[Opening DATA section]
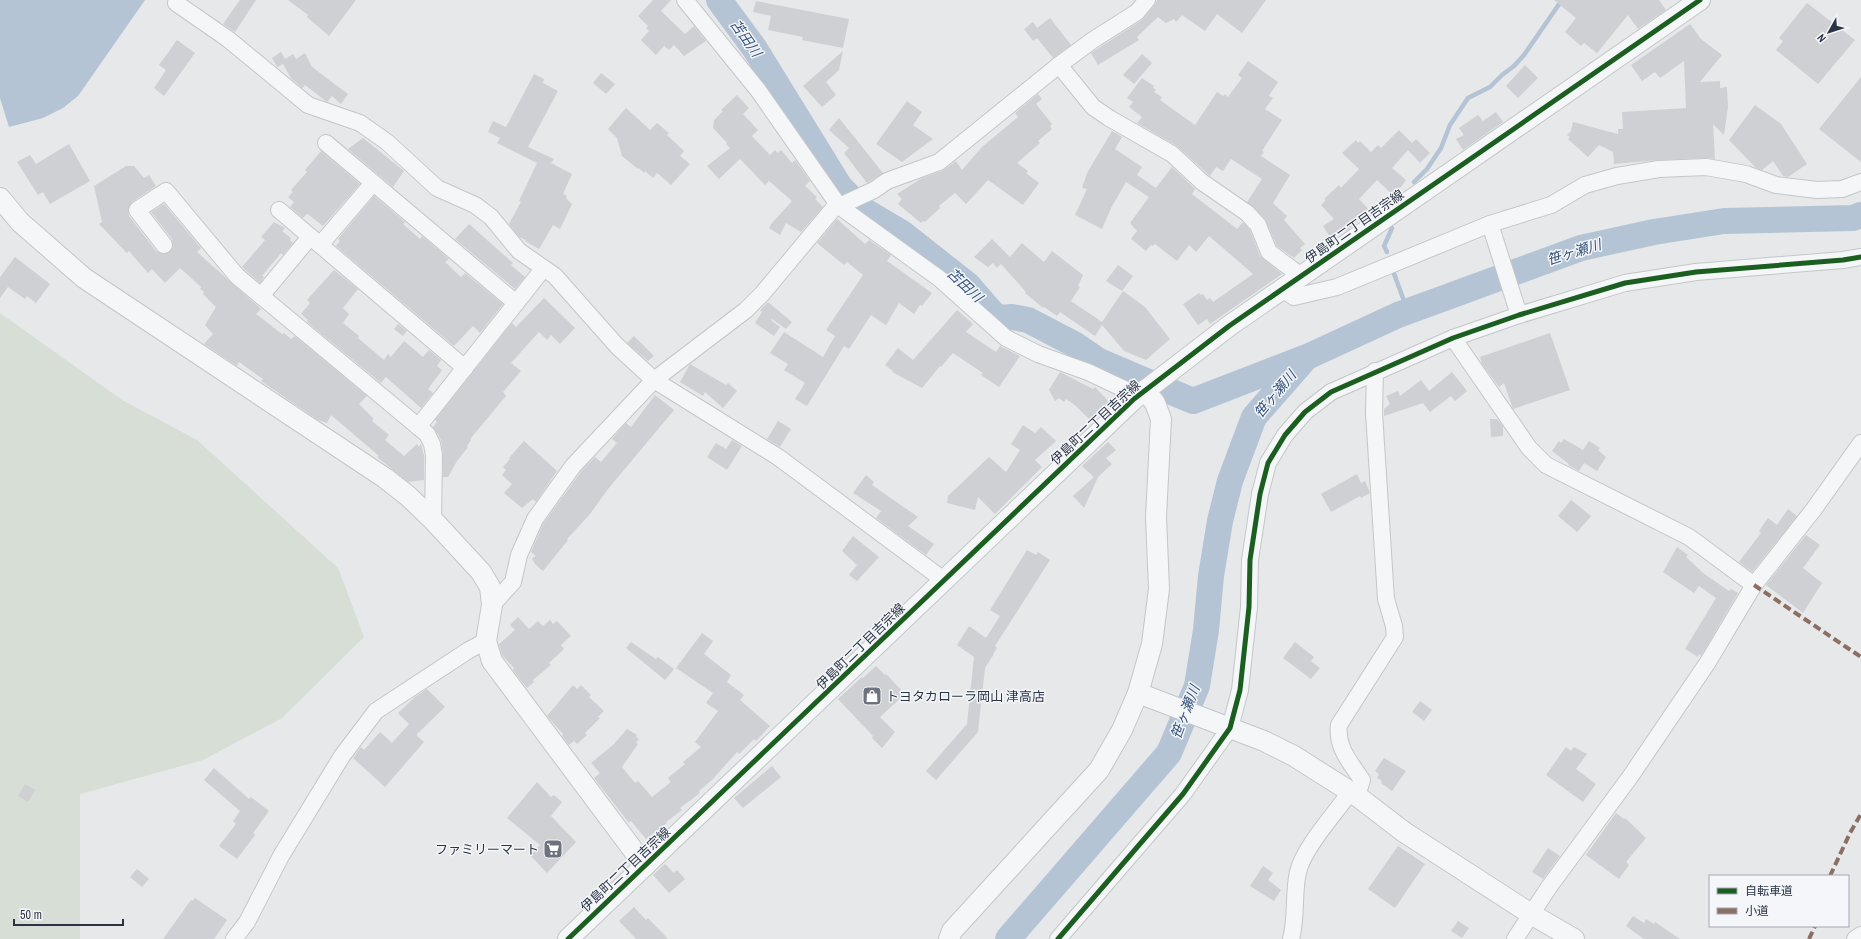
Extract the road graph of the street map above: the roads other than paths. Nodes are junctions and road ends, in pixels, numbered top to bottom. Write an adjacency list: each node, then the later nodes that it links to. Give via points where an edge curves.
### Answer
1 (685, 0): 10 (street, via 758,90)
2 (1147, 0): 5 (street, via 1137,12)
3 (1700, 0): 17 (street, 伊島町二丁目吉宗線)
4 (176, 3): 16 (street, via 228,39 308,105 360,123 387,142 437,188 475,205 491,217 519,251)
5 (1059, 65): 10 (street, via 939,162 887,181); 17 (street, via 1093,107 1172,154 1202,182 1246,213 1258,225 1269,252)
6 (326, 143): 8 (street)
7 (1861, 182): 12 (street, via 1842,188 1816,190 1776,185 1746,174 1706,167 1659,169 1617,176 1585,186 1551,205)
8 (373, 183): 13 (street); 20 (street)
9 (0, 198): 29 (street, via 20,222 84,278 385,478)
10 (842, 205): 25 (street, via 833,209 746,310); 26 (street, via 940,279 1006,338 1038,354 1088,372)
11 (280, 210): 13 (street)
12 (1490, 224): 18 (street, via 1337,287 1294,297); 21 (street)
13 (315, 241): 19 (street); 23 (street)
14 (164, 244): 19 (street, via 137,210 166,191 237,276)
15 (1861, 257): 21 (street, via 1696,272 1625,283)
16 (543, 269): 20 (street); 25 (street, via 555,276 617,346)
17 (1301, 276): 18 (street, 伊島町二丁目吉宗線)
18 (1282, 289): 26 (street, 伊島町二丁目吉宗線)
19 (261, 296): 27 (street)
20 (516, 303): 23 (street)
21 (1518, 312): 22 (street)
22 (1453, 338): 24 (street); 31 (street, via 1529,448 1546,465 1689,537)
23 (465, 368): 27 (street)
24 (1375, 371): 35 (street, via 1331,392 1305,412 1285,435 1268,464 1260,494 1250,560 1249,607 1240,690); 36 (street, via 1374,413 1386,599 1395,637 1339,725 1340,746 1362,780)
25 (654, 380): 30 (street, via 778,457); 32 (street, via 573,466 535,519 519,555 513,582)
26 (1139, 395): 30 (street, 伊島町二丁目吉宗線); 34 (street, via 1155,403 1161,419 1156,517 1160,588)
27 (418, 427): 29 (street, via 427,434 434,455)
28 (1861, 443): 31 (street, via 1814,509)
29 (433, 520): 32 (street, via 481,572 490,587)
30 (945, 581): 37 (street, 伊島町二丁目吉宗線)
31 (1754, 585): 38 (street, via 1704,669)
32 (492, 605): 33 (street)
33 (486, 641): 37 (street, via 492,661); 40 (street, via 376,711 342,756 281,856 247,922)
34 (1145, 695): 35 (street); 42 (street, via 1099,770 952,931)
35 (1228, 727): 36 (street, via 1294,756); 43 (street, via 1183,794)
36 (1354, 794): 38 (street, via 1404,832); 44 (street, via 1305,855 1298,871)
37 (646, 866): 41 (street, 伊島町二丁目吉宗線)
38 (1531, 914): 45 (street); 46 (street)
39 (1861, 935): 47 (street)
40 (234, 939)
41 (568, 939)
42 (949, 939)
43 (1058, 939)
44 (1291, 939)
45 (1515, 939)
46 (1574, 939)
47 (1855, 939)

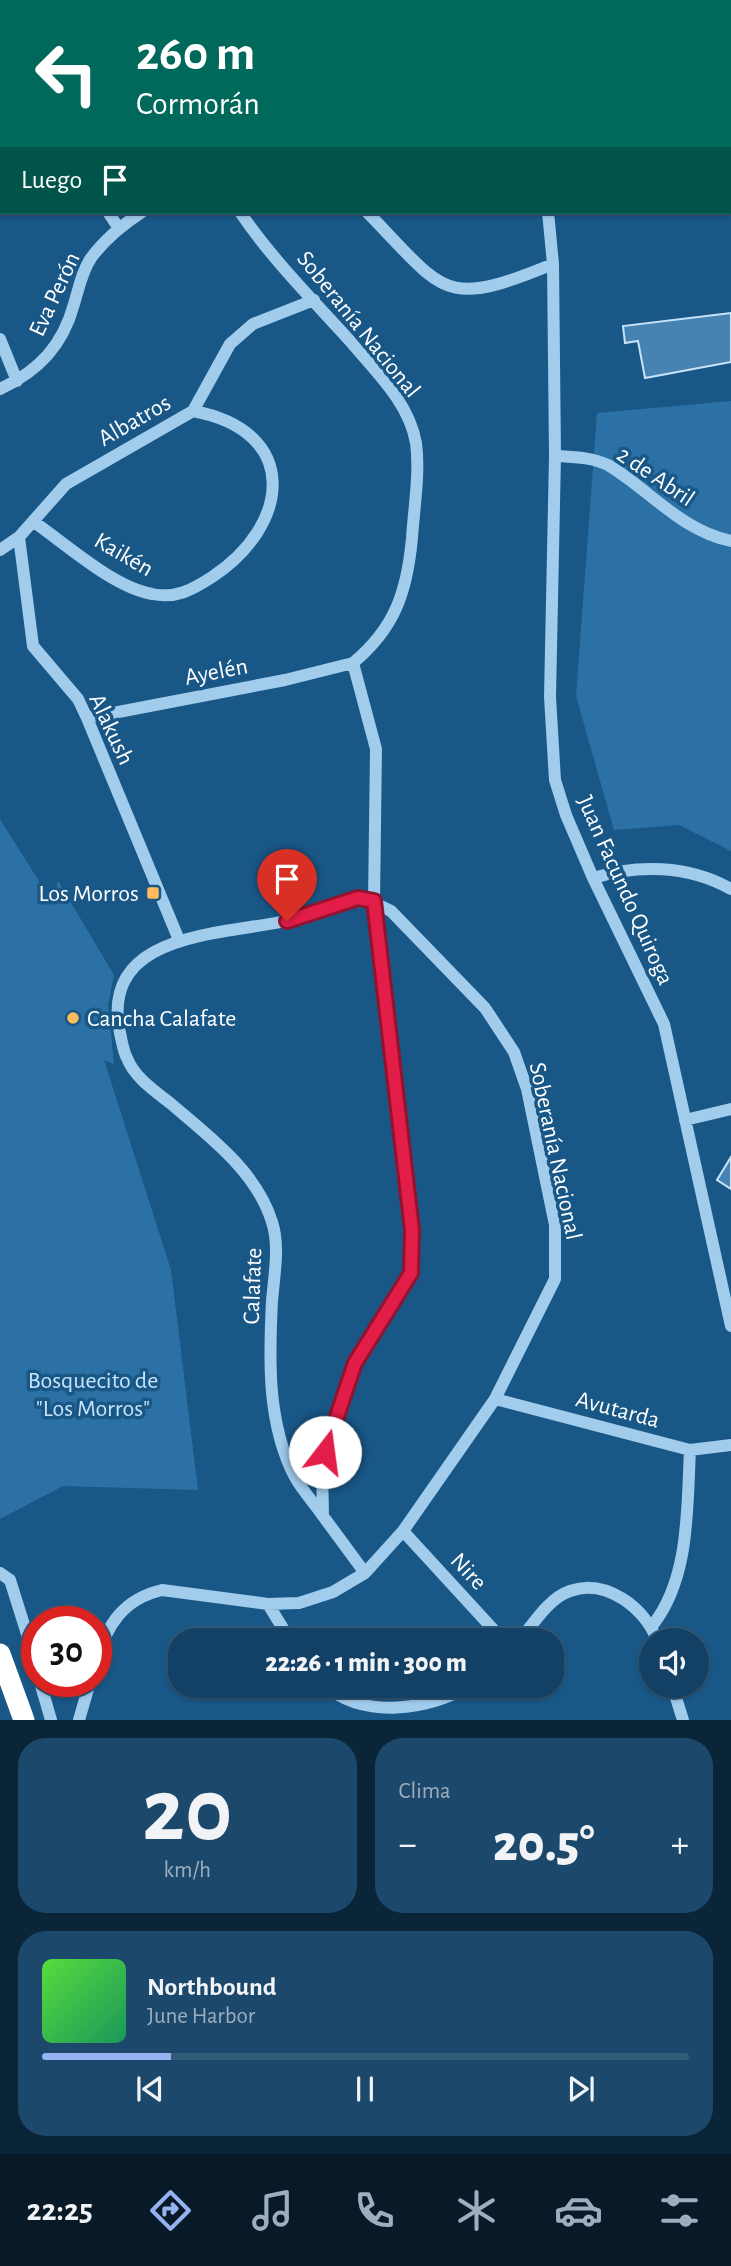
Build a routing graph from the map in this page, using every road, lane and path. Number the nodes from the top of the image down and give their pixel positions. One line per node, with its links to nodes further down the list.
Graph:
[Closing DATA section]
TASK BRIEF: Each line of the material that has the word "nodes" belongs in the answer.

YOUR SOLUTION:
Extract the road graph of the street map above: the roads other than paths. Nodes are junctions and road ends, in pixels, numbered top to bottom. Write an adjacency list: each node, then the later nodes that it links to. Give via points where an edge curves.
Build a routing graph from the map in this page, using every road, lane and path. Number the nodes from the top of the image down and give their pixel positions. One line per node, with its links to nodes further down the list.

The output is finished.